During the first season I acted as the executive manager of the club. I had to take care of everything. Making contracts with the players, organize the matches, order all equipment, look for apartments to our two American players and so on. With the time we found out, that this was after all a team of Jokerit, not HJK, which was a disappointment to Tapani Korpela and myself. And, acting in a club of adult players was far from pleasant; so in order to be able to concentrate to the successful junior-team I resigned from that occupation before the spring.

 

Finnish championship

In 1981 our C-junior team won the Finnish championship in two exciting games against Tappara of Tampere. Esa Tikkanen had been along with us during the last 3-4 years and was one of our best players.
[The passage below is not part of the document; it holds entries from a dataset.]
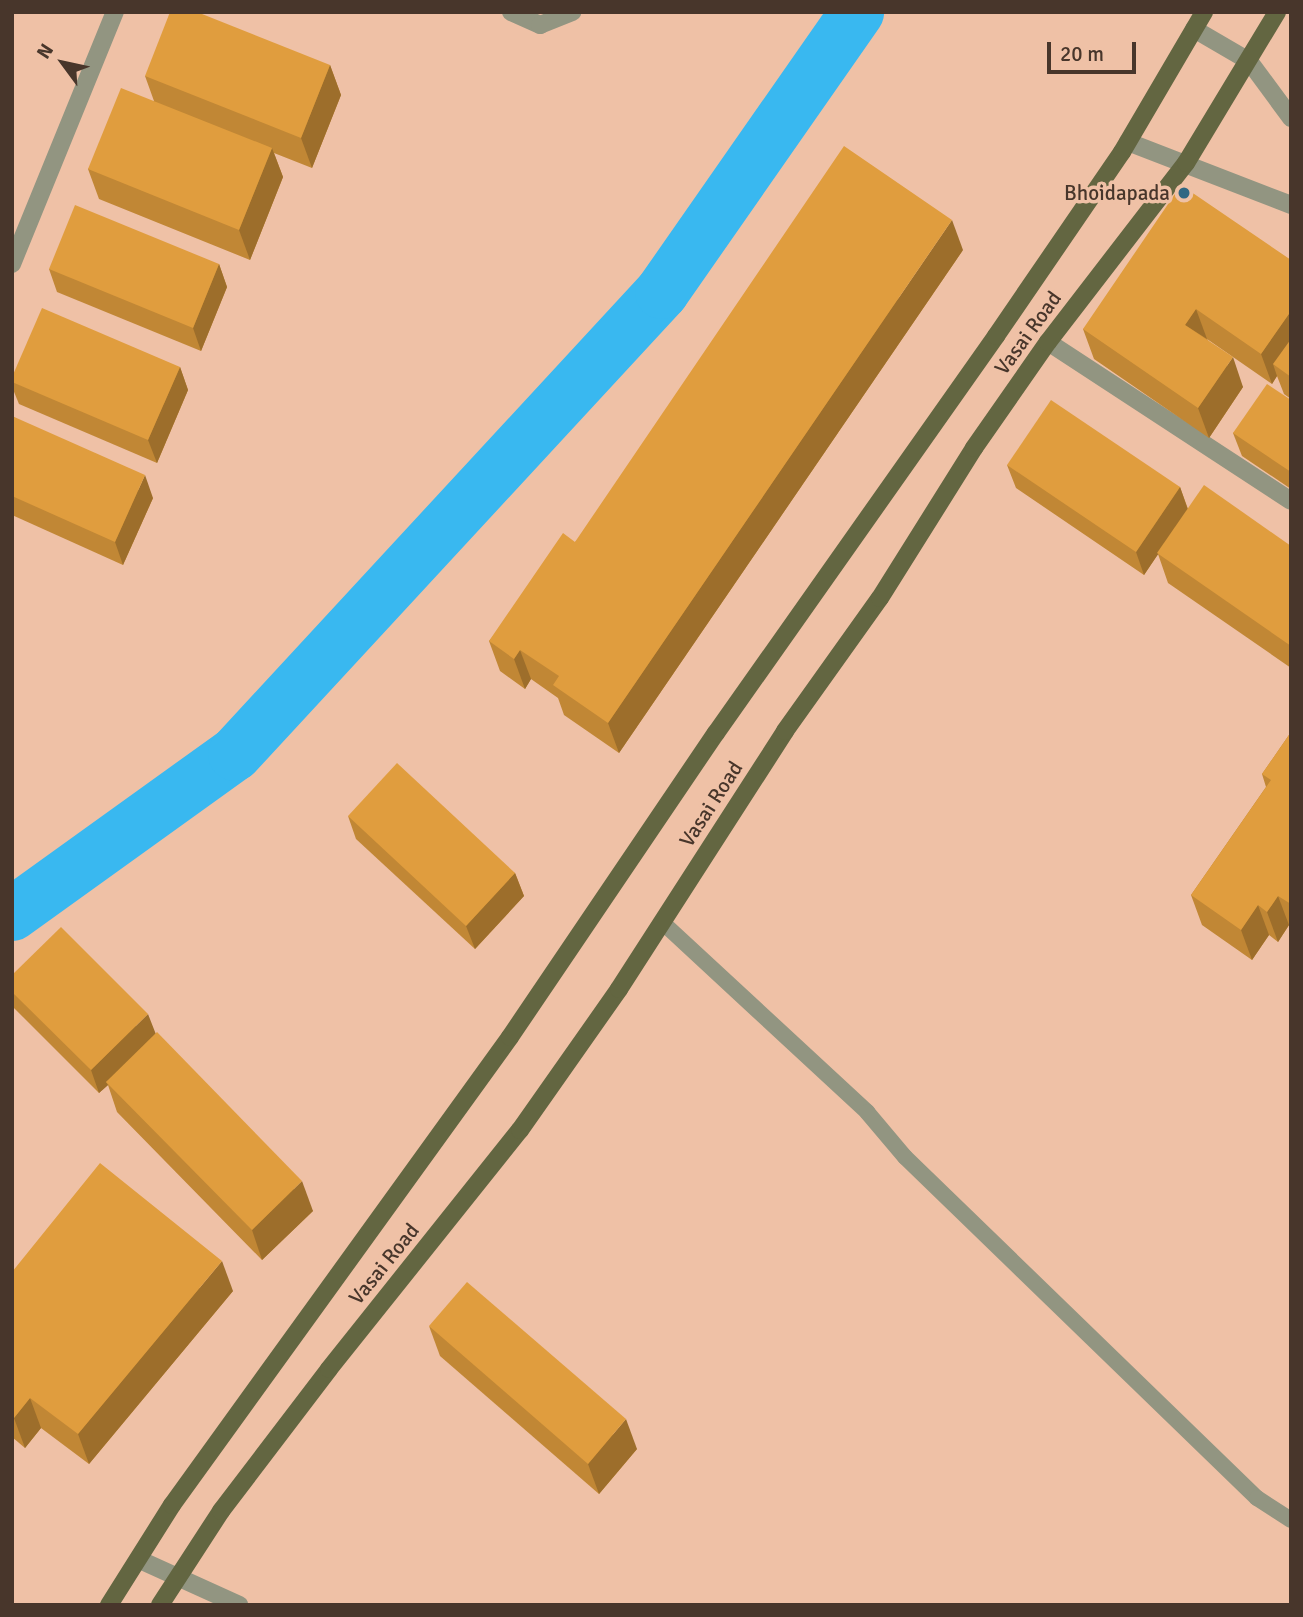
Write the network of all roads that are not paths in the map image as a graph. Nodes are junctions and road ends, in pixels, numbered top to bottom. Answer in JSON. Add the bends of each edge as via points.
{"nodes":[{"id":1,"x":115,"y":12,"type":"edge"},
{"id":2,"x":511,"y":12,"type":"edge"},
{"id":3,"x":572,"y":12,"type":"edge"},
{"id":4,"x":1204,"y":12,"type":"edge"},
{"id":5,"x":1278,"y":12,"type":"edge"},
{"id":6,"x":1194,"y":29,"type":"junction"},
{"id":7,"x":1249,"y":61,"type":"junction"},
{"id":8,"x":1291,"y":118,"type":"edge"},
{"id":9,"x":1128,"y":142,"type":"junction"},
{"id":10,"x":1186,"y":163,"type":"junction"},
{"id":11,"x":1291,"y":205,"type":"edge"},
{"id":12,"x":12,"y":264,"type":"edge"},
{"id":13,"x":1048,"y":342,"type":"junction"},
{"id":14,"x":1291,"y":501,"type":"edge"},
{"id":15,"x":662,"y":922,"type":"junction"},
{"id":16,"x":1291,"y":1520,"type":"edge"},
{"id":17,"x":140,"y":1560,"type":"junction"},
{"id":18,"x":176,"y":1579,"type":"junction"},
{"id":19,"x":109,"y":1605,"type":"edge"},
{"id":20,"x":160,"y":1605,"type":"edge"},
{"id":21,"x":239,"y":1605,"type":"edge"}],
"edges":[{"from":1,"to":12,"type":"street"},
{"from":2,"to":3,"type":"street","via":[[540,25]]},
{"from":4,"to":6,"type":"main road","name":"Vasai Road"},
{"from":5,"to":7,"type":"main road","name":"Vasai Road"},
{"from":6,"to":7,"type":"street"},
{"from":6,"to":9,"type":"main road","name":"Vasai Road"},
{"from":7,"to":8,"type":"street"},
{"from":7,"to":10,"type":"main road","name":"Vasai Road"},
{"from":9,"to":10,"type":"street"},
{"from":9,"to":17,"type":"main road","name":"Vasai Road","via":[[510,1037],[172,1505]]},
{"from":10,"to":11,"type":"street"},
{"from":10,"to":13,"type":"main road","name":"Vasai Road"},
{"from":13,"to":14,"type":"street"},
{"from":13,"to":15,"type":"main road","name":"Vasai Road"},
{"from":15,"to":16,"type":"lane","via":[[867,1112],[905,1157],[1247,1489]]},
{"from":15,"to":18,"type":"main road","name":"Vasai Road","via":[[520,1130],[329,1369],[221,1511]]},
{"from":17,"to":18,"type":"street"},
{"from":17,"to":19,"type":"main road","name":"Vasai Road"},
{"from":18,"to":20,"type":"main road","name":"Vasai Road"},
{"from":18,"to":21,"type":"street"}]}
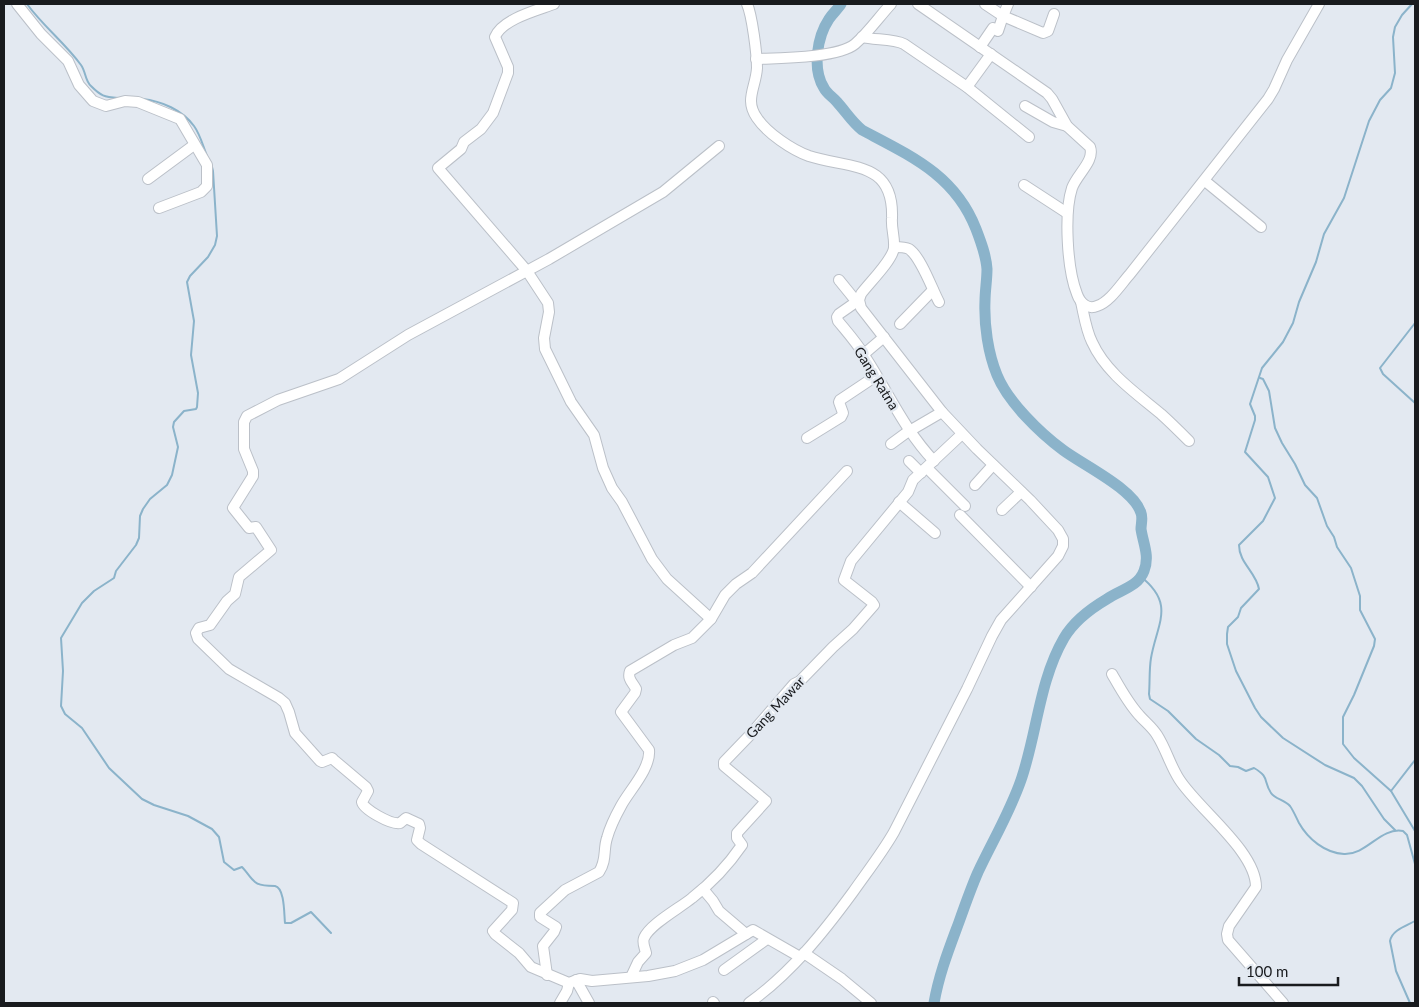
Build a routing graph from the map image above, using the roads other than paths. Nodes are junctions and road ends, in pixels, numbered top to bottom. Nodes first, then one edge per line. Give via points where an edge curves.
1 (17, 4) edge
2 (554, 4) edge
3 (747, 4) edge
4 (891, 4) edge
5 (918, 4) edge
6 (985, 4) edge
7 (1008, 4) edge
8 (1319, 4) edge
9 (1054, 14) dead end
10 (1003, 16) junction
11 (862, 37) junction
12 (980, 47) junction
13 (991, 54) junction
14 (756, 59) junction
15 (967, 87) junction
16 (1025, 106) dead end
17 (1067, 126) junction
18 (1029, 137) dead end
19 (194, 144) junction
20 (719, 146) dead end
21 (148, 179) dead end
22 (1205, 181) junction
23 (1024, 185) dead end
24 (159, 208) dead end
25 (1067, 213) junction
26 (1261, 228) dead end
27 (894, 247) junction
28 (527, 271) junction
29 (839, 280) dead end
30 (933, 290) junction
31 (857, 301) junction
32 (938, 302) dead end
33 (1080, 302) junction
34 (900, 324) dead end
35 (884, 337) junction
36 (864, 354) junction
37 (876, 376) junction
38 (942, 412) junction
39 (910, 431) junction
40 (962, 434) junction
41 (807, 438) dead end
42 (1189, 441) dead end
43 (891, 444) dead end
44 (909, 461) dead end
45 (993, 466) junction
46 (927, 467) junction
47 (847, 471) dead end
48 (976, 485) dead end
49 (1021, 492) junction
50 (899, 502) junction
51 (1002, 510) dead end
52 (935, 534) dead end
53 (1031, 587) junction
54 (711, 619) junction
55 (1112, 674) dead end
56 (703, 889) junction
57 (746, 934) junction
58 (767, 939) junction
59 (802, 955) junction
60 (724, 970) dead end
61 (547, 975) junction
62 (631, 977) junction
63 (573, 981) junction
64 (560, 1003) edge
65 (589, 1003) edge
66 (749, 1003) edge
67 (871, 1003) edge
68 (1283, 1003) edge

1 - 19 street via 68,61 79,85 93,101 106,106 131,101 174,116 182,121
2 - 28 street via 517,16 497,32 495,37 508,73 493,112 481,130 438,168
3 - 14 street
4 - 11 street
5 - 12 street
6 - 10 street
7 - 10 street
8 - 22 street via 1274,90
9 - 10 street via 1048,31 1043,33
10 - 12 street via 998,31 993,28
11 - 14 street via 846,50
11 - 15 street via 900,42
12 - 13 street
13 - 15 street
13 - 17 street via 1047,93
14 - 27 street via 750,101 756,118 798,151 858,167 882,180 892,201
15 - 18 street
16 - 17 street
17 - 25 street via 1088,143 1091,151 1090,159 1075,181
19 - 21 street
19 - 24 street via 207,165 207,186 201,192
20 - 28 street via 663,192
22 - 26 street
22 - 33 street via 1111,296 1095,307
23 - 25 street
25 - 33 street via 1071,269
27 - 30 street via 908,248 913,252
27 - 31 street via 889,259
28 - 54 street via 549,304 544,338 546,353 571,402 594,435 612,488 667,579
28 - 61 street via 408,335 339,378 278,400 247,416 244,449 253,476 233,508 249,528 256,527 271,550 239,577 235,594 210,626 199,628 196,633 198,639 229,669 285,703 295,733 320,761 332,758 366,786 368,791 363,806 382,818 400,823 406,818 419,824 417,840 421,844 510,900 514,906 512,910 493,931 531,968
29 - 31 street
30 - 32 street
30 - 34 street
31 - 35 street
31 - 36 street, Gang Ratna via 837,317
33 - 42 street via 1090,337 1102,360
35 - 36 street
35 - 38 street
36 - 37 street, Gang Ratna
37 - 39 street, Gang Ratna
37 - 41 street via 840,400 842,417
38 - 39 street
38 - 40 street
39 - 43 street
39 - 46 street, Gang Ratna via 923,450
40 - 45 street
40 - 46 street, Gang Mawar
44 - 46 street
45 - 48 street
45 - 49 street
46 - 50 street, Gang Mawar
46 - 53 street
47 - 54 street via 752,573 725,595
49 - 51 street
49 - 53 street via 1063,539 1058,556
50 - 52 street
50 - 56 street, Gang Mawar via 851,561 844,577 874,606 794,684 724,762 724,766 766,801 738,833 741,848
53 - 59 street via 995,630 889,841 826,929
54 - 61 street via 692,638 674,644 630,671 629,678 636,689 621,712 649,750 648,759 608,833 606,856 599,872 565,890 540,913 540,917 556,927 543,946
55 - 68 street via 1138,714 1156,733 1179,779 1238,848 1250,868 1256,887 1226,934
56 - 57 street via 716,907
56 - 62 street, Gang Mawar via 647,933 644,942 646,953
57 - 58 street via 750,930 755,931
57 - 62 street via 694,965 664,974
58 - 59 street
58 - 60 street
59 - 66 street via 774,984
59 - 67 street via 842,979
61 - 63 street
62 - 63 street
63 - 64 street
63 - 65 street

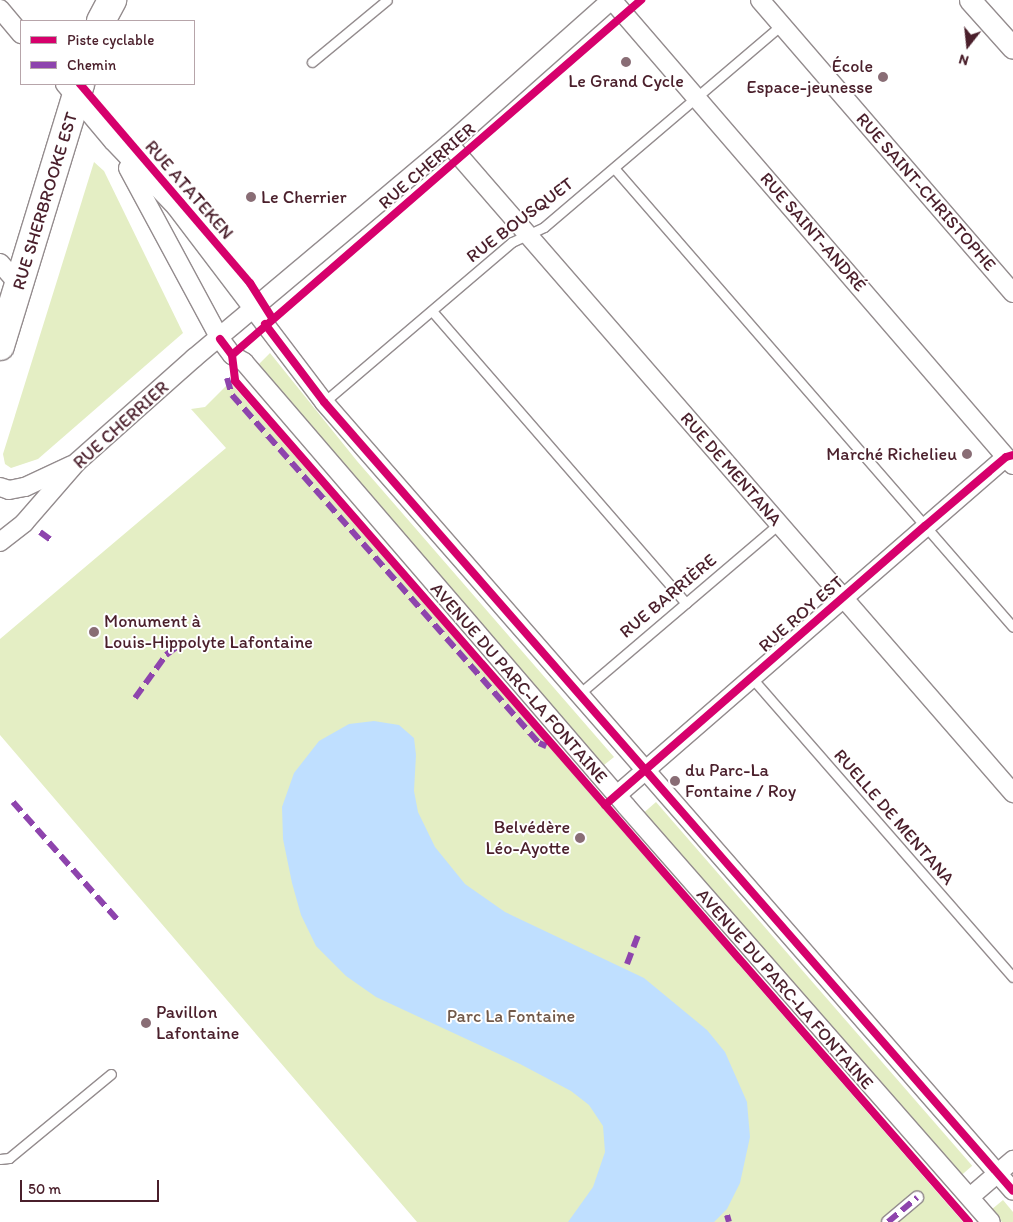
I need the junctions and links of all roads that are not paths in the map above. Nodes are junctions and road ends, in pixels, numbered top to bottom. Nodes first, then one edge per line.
1 (112, 0) edge
2 (387, 0) edge
3 (611, 0) edge
4 (760, 0) edge
5 (970, 0) edge
6 (0, 9) edge
7 (102, 20) edge
8 (781, 25) junction
9 (20, 33) edge
10 (1013, 48) edge
11 (312, 62) dead end
12 (74, 88) edge
13 (696, 99) junction
14 (113, 141) junction
15 (449, 144) junction
16 (614, 168) junction
17 (528, 235) junction
18 (0, 263) edge
19 (20, 286) junction
20 (1013, 293) edge
21 (254, 308) junction
22 (432, 311) junction
23 (220, 338) junction
24 (0, 346) edge
25 (324, 402) junction
26 (1009, 461) edge
27 (77, 462) junction
28 (0, 487) edge
29 (779, 524) junction
30 (925, 526) junction
31 (0, 542) edge
32 (842, 597) junction
33 (686, 603) junction
34 (1013, 627) edge
35 (751, 677) junction
36 (579, 694) junction
37 (645, 770) junction
38 (1013, 793) edge
39 (617, 794) junction
40 (1013, 977) edge
41 (111, 1074) dead end
42 (0, 1159) edge
43 (1013, 1160) edge
44 (997, 1174) junction
45 (1013, 1192) edge
46 (970, 1197) junction
47 (917, 1198) dead end
48 (888, 1222) edge
49 (991, 1222) edge

1 - 7 main road
2 - 11 lane
3 - 13 street, RUE SAINT-ANDRÉ
3 - 15 street, RUE CHERRIER
4 - 8 street, RUE SAINT-CHRISTOPHE
5 - 10 street
6 - 9 street
8 - 13 lane, RUE BOUSQUET
8 - 20 street, RUE SAINT-CHRISTOPHE
12 - 14 street, AVENUE DU PARC-LA FONTAINE
12 - 19 main road, RUE SHERBROOKE EST
13 - 16 lane, RUE BOUSQUET
13 - 26 street, RUE SAINT-ANDRÉ
14 - 21 street, AVENUE DU PARC-LA FONTAINE
14 - 23 street, AVENUE DU PARC-LA FONTAINE
15 - 17 street, RUE DE MENTANA
15 - 21 street, RUE CHERRIER
16 - 17 lane, RUE BOUSQUET
16 - 30 lane
17 - 22 lane, RUE BOUSQUET
17 - 29 street, RUE DE MENTANA
18 - 19 street
19 - 24 main road, RUE SHERBROOKE EST
21 - 23 street, RUE CHERRIER
21 - 25 street, AVENUE DU PARC-LA FONTAINE
22 - 25 lane, RUE BOUSQUET
22 - 33 lane
23 - 27 street, RUE CHERRIER
23 - 39 street, AVENUE DU PARC-LA FONTAINE
25 - 36 street, AVENUE DU PARC-LA FONTAINE
26 - 30 street, RUE ROY EST
27 - 28 street
27 - 31 street, RUE CHERRIER
29 - 32 street, RUE DE MENTANA
29 - 33 lane, RUE BARRIÈRE
30 - 32 street, RUE ROY EST
30 - 34 lane
32 - 35 street, RUE ROY EST
32 - 38 street, RUE DE MENTANA
33 - 36 lane, RUE BARRIÈRE
35 - 37 street, RUE ROY EST
35 - 40 lane, RUELLE DE MENTANA
36 - 37 street, AVENUE DU PARC-LA FONTAINE
37 - 39 street, RUE ROY EST
37 - 44 street, AVENUE DU PARC-LA FONTAINE
39 - 46 street, AVENUE DU PARC-LA FONTAINE
41 - 42 lane
43 - 44 street
44 - 45 street, AVENUE DU PARC-LA FONTAINE
44 - 46 street
46 - 49 street, AVENUE DU PARC-LA FONTAINE
47 - 48 street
He made of ice hockey a successful career for himself and won 5 Stanley Cup Prizes in NHL! Other excellent players in our team were the strong Kari Tuiskula and Arto Taipola, who also finished playing in adult ice hockey series.

A couple of years later I tried to continue as a junior coach with another young team. I can still remember quite an unusual experience: once arriving half an hour late at the training I expected the boys were hitting slap shots towards the end walls, which is quite normal in such circumstances. But it was not the case at all: in the rink there was a perfect order, the boys were training a scheme under the supervision of the team captain Kai Linna! Quite an achievement of a 12 year old boy. Later on he was one of the best members of the Finnish ice hockey team in the World championship 1998.

In a tournament in Lahti we had a hard game against the local team. I can remember two promising young players we had to guard especially well. One of these was Jari Litmanen, who was later on excelling himself on another kind of playing ground.

2006

In the Finnish Hockey League championships in 2006 - somebody found out that the coaches of both final teams have been playing in HJK junior teams: Timo Lehkonen was the goal tender in my C-junior championship team of 1981 and Mika Ahola played in my HJK -71 team during two years.